A 62-year-old female patient, obese, with diabetes and hypertension for one year.
Six months ago she complained of low intensity sporadic right lumbar pain.
Physical examination was normal.
Abdominal ultrasound showed a hypoechogenic right adrenal mass of 80 mm compressing the upper pole of the right kidney.
A descending urogram showed an expansive process in the right adrenal gland, the upper pole of the right kidney displaced toward the lower pole.
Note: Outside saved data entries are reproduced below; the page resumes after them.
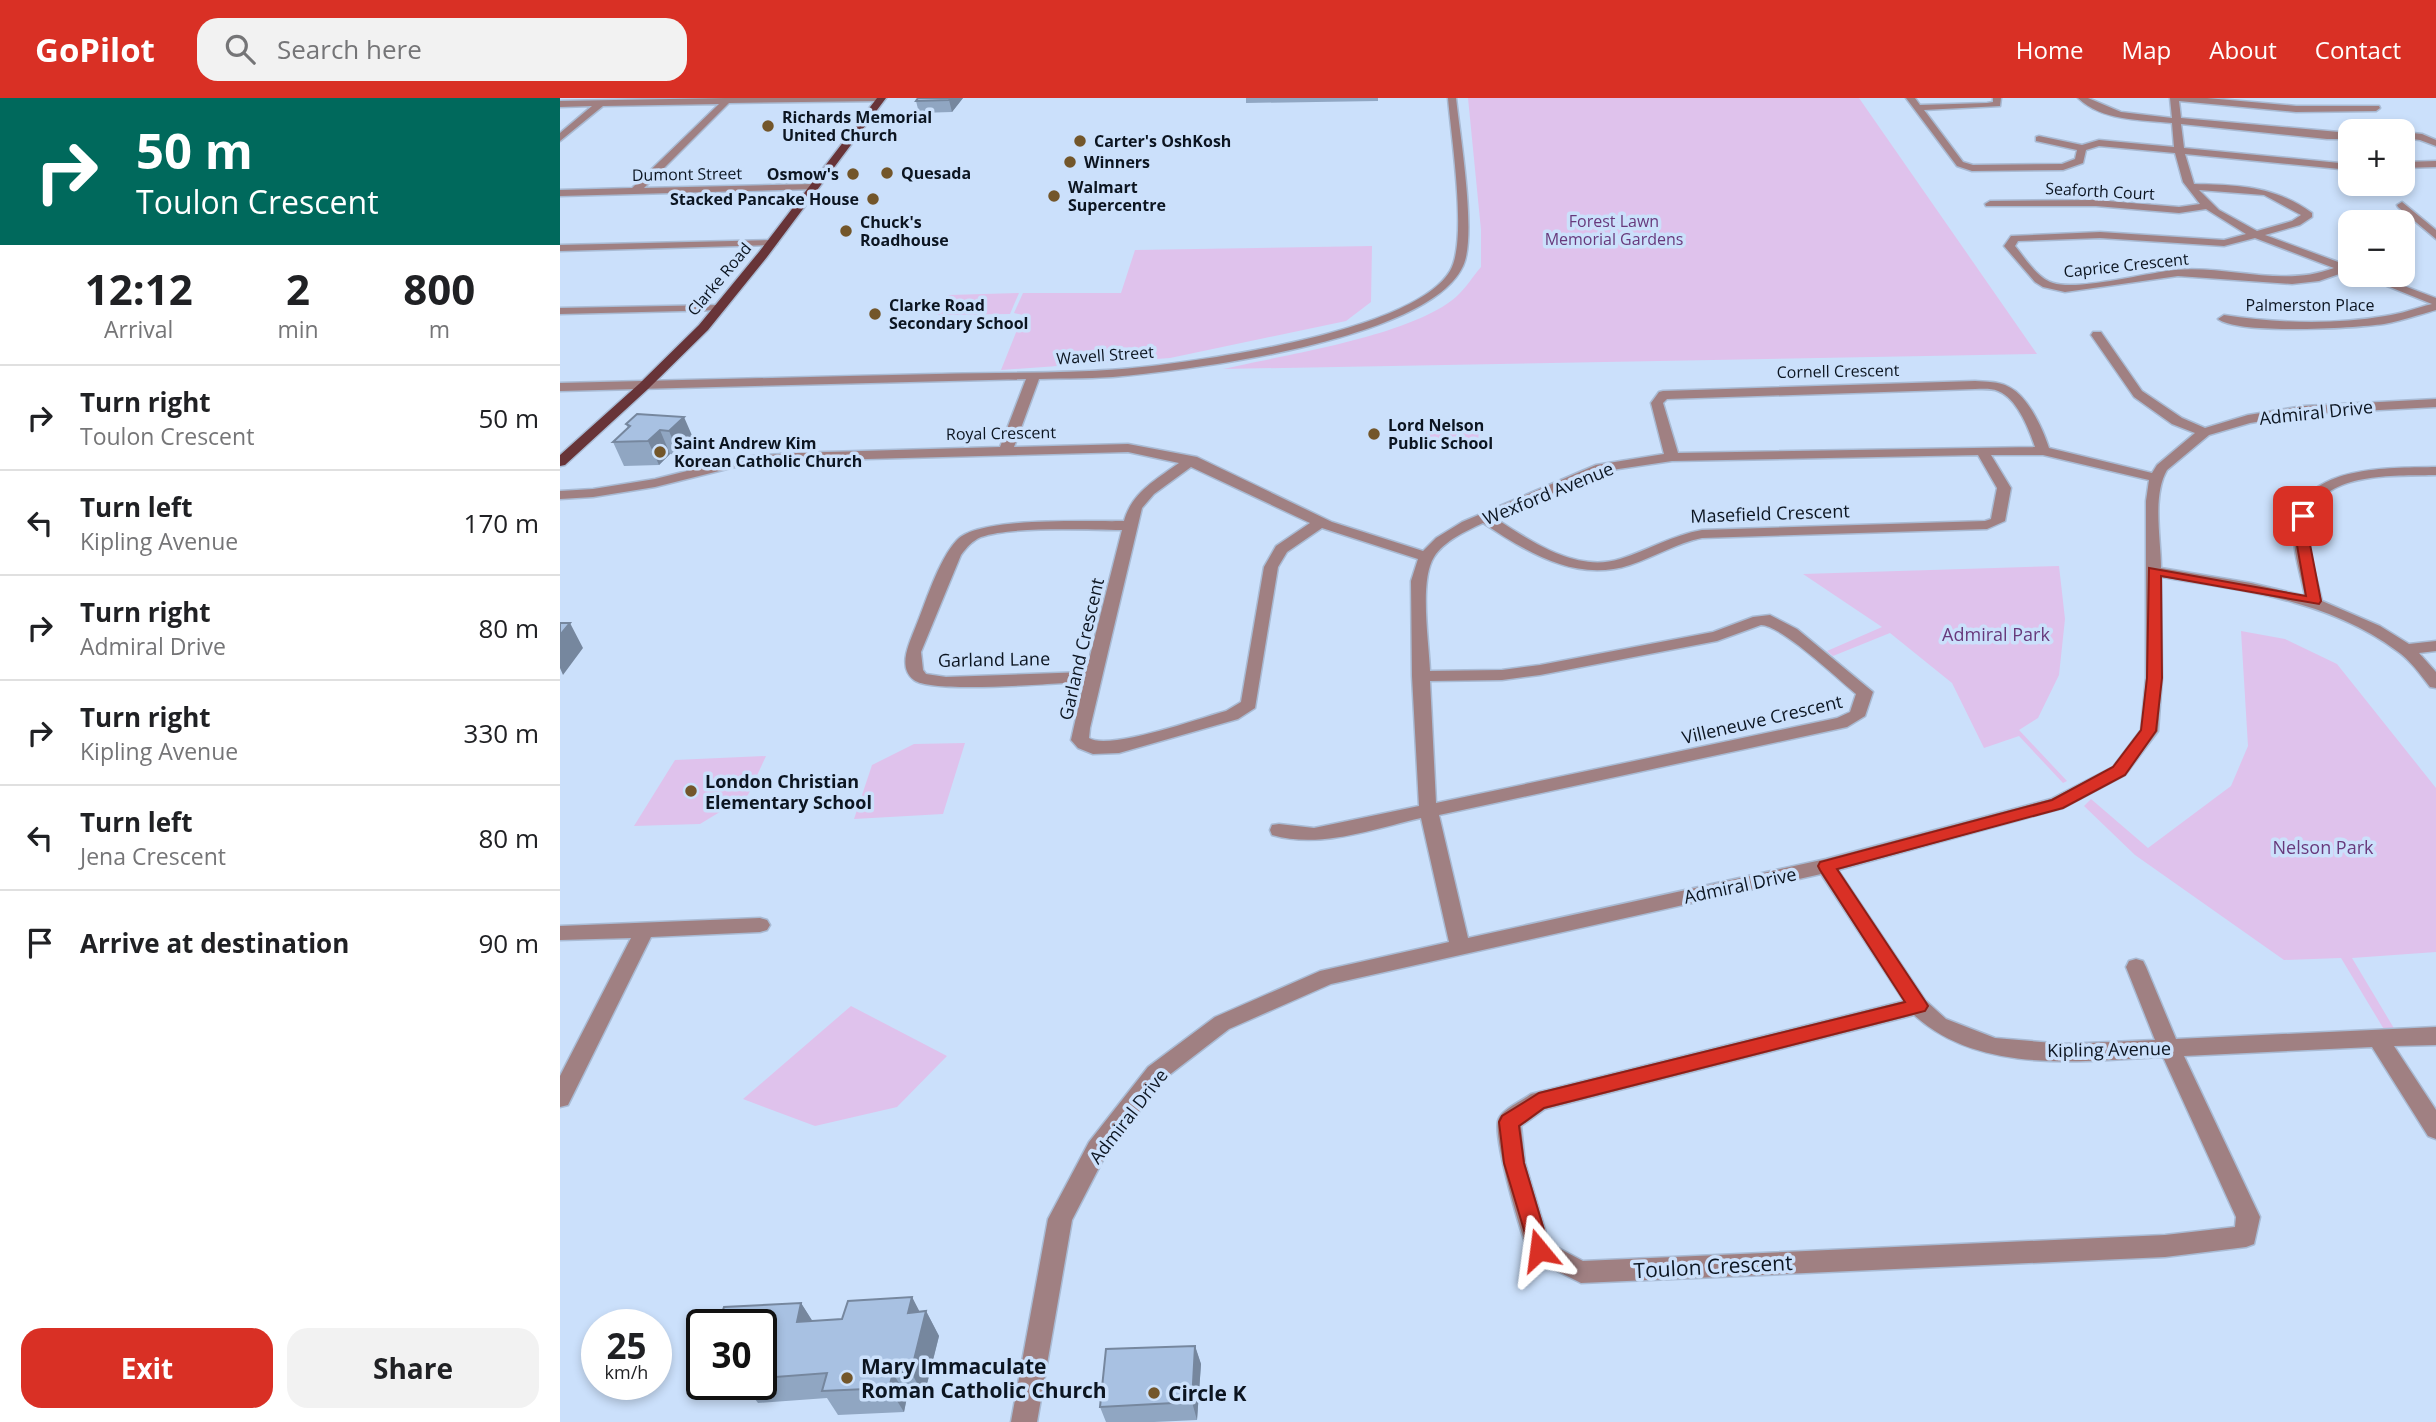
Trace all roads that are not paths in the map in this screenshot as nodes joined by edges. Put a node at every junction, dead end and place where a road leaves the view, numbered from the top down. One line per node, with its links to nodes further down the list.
1 (882, 98): 7 (street); 23 (main road, Clarke Road)
2 (1452, 98): 42 (street, Wavell Street)
3 (1910, 98): 10 (street)
4 (1997, 98): 10 (street)
5 (2082, 98): 12 (street)
6 (2176, 98): 11 (street); 12 (street)
7 (728, 100): 8 (street); 25 (street)
8 (604, 101): 9 (street); 15 (street)
9 (560, 104)
10 (1917, 108): 18 (street)
11 (2376, 108)
12 (2177, 120): 13 (street); 19 (street)
13 (2338, 136)
14 (2415, 136): 17 (street)
15 (560, 138)
16 (2039, 139): 18 (street)
17 (2436, 143)
18 (2082, 148): 19 (street)
19 (2181, 151): 22 (street); 24 (street)
20 (2436, 164): 21 (street)
21 (2415, 165)
22 (2338, 166)
23 (814, 187): 25 (street, Dumont Street); 32 (main road, Clarke Road)
24 (2191, 187): 29 (street); 30 (street)
25 (635, 191): 26 (street, Dumont Street)
26 (560, 193)
27 (1990, 204): 29 (street, Seaforth Court)
28 (2402, 205): 31 (street)
29 (2207, 206): 30 (street)
30 (2255, 234): 34 (street); 35 (street, Caprice Crescent)
31 (2436, 236)
32 (773, 243): 33 (street); 38 (main road, Clarke Road)
33 (560, 247)
34 (2338, 265)
35 (2338, 272)
36 (2394, 287): 37 (street)
37 (2436, 304): 40 (street, Palmerston Place)
38 (720, 308): 39 (street); 43 (main road, Clarke Road)
39 (560, 312)
40 (2224, 319)
41 (2097, 335): 46 (street)
42 (1033, 377): 43 (street, Wavell Street); 47 (street)
43 (643, 385): 44 (street, Wavell Street); 52 (main road, Clarke Road)
44 (560, 387)
45 (2436, 403): 46 (street, Admiral Drive)
46 (2204, 432): 54 (street, Admiral Drive)
47 (1006, 450): 51 (street, Royal Crescent); 55 (street, Royal Crescent)
48 (1982, 450): 49 (street, Wexford Avenue); 50 (street, Wexford Avenue); 56 (street, Masefield Crescent)
49 (2043, 451): 50 (street, Cornell Crescent); 54 (street, Wexford Avenue)
50 (1672, 457): 56 (street, Wexford Avenue)
51 (1192, 460): 57 (street, Royal Crescent); 58 (street, Garland Crescent)
52 (560, 462)
53 (2436, 471): 61 (street)
54 (2157, 478): 60 (street, Admiral Drive)
55 (560, 495)
56 (1484, 518): 59 (street, Wexford Avenue)
57 (1321, 522): 59 (street, Royal Crescent); 65 (street, Garland Crescent)
58 (1130, 525): 65 (street, Garland Crescent); 65 (street, Garland Lane)
59 (1426, 557): 64 (street)
60 (2154, 571): 61 (street); 69 (street, Admiral Drive)
61 (2314, 601): 63 (street)
62 (2436, 646): 63 (street)
63 (2405, 649): 66 (street)
64 (1420, 676): 67 (street); 67 (street, Villeneuve Crescent)
65 (1093, 677)
66 (2436, 683)
67 (1430, 810): 68 (street); 73 (street)
68 (1279, 830)
69 (1826, 866): 73 (street, Admiral Drive); 75 (street, Kipling Avenue)
70 (761, 925): 71 (street)
71 (644, 931): 72 (street); 79 (street)
72 (560, 933)
73 (1460, 947): 81 (street, Admiral Drive)
74 (2136, 967): 78 (street)
75 (1918, 1006): 78 (street, Kipling Avenue); 78 (street, Toulon Crescent)
76 (2436, 1036): 77 (street, Kipling Avenue)
77 (2378, 1039): 78 (street, Kipling Avenue); 80 (street)
78 (2169, 1048)
79 (560, 1098)
80 (2436, 1129)
81 (1024, 1422)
The CT scan showed a tumoral mass with a diameter greater than 8.7 x 76 cm with irregular contours heterogeneous density of 100 - 37 HU, partitioned, compatible with an adrenal tumor of fat density.
Figure 1
1.
The hormonal study for cortisol determination was normal.
The patient underwent surgery by lumbar approach.
The transoperative findings were a tumor located in the right adrenal gland, well delimited with irregular edges with lobulations.
Right adrenalectomy was performed without complications.
The postoperative evolution of the patient is favorable, remaining asymptomatic.
The pathologist informed the piece with a weight of 171.4 g, with dimensions of 9 x 8 x 6 cm, and the cut-off points with other areas - signs of hemorrhage and adipose tissue alternating with zones
Histopathological examination: myelolipoma of the adrenal gland with extensive areas of calcifications.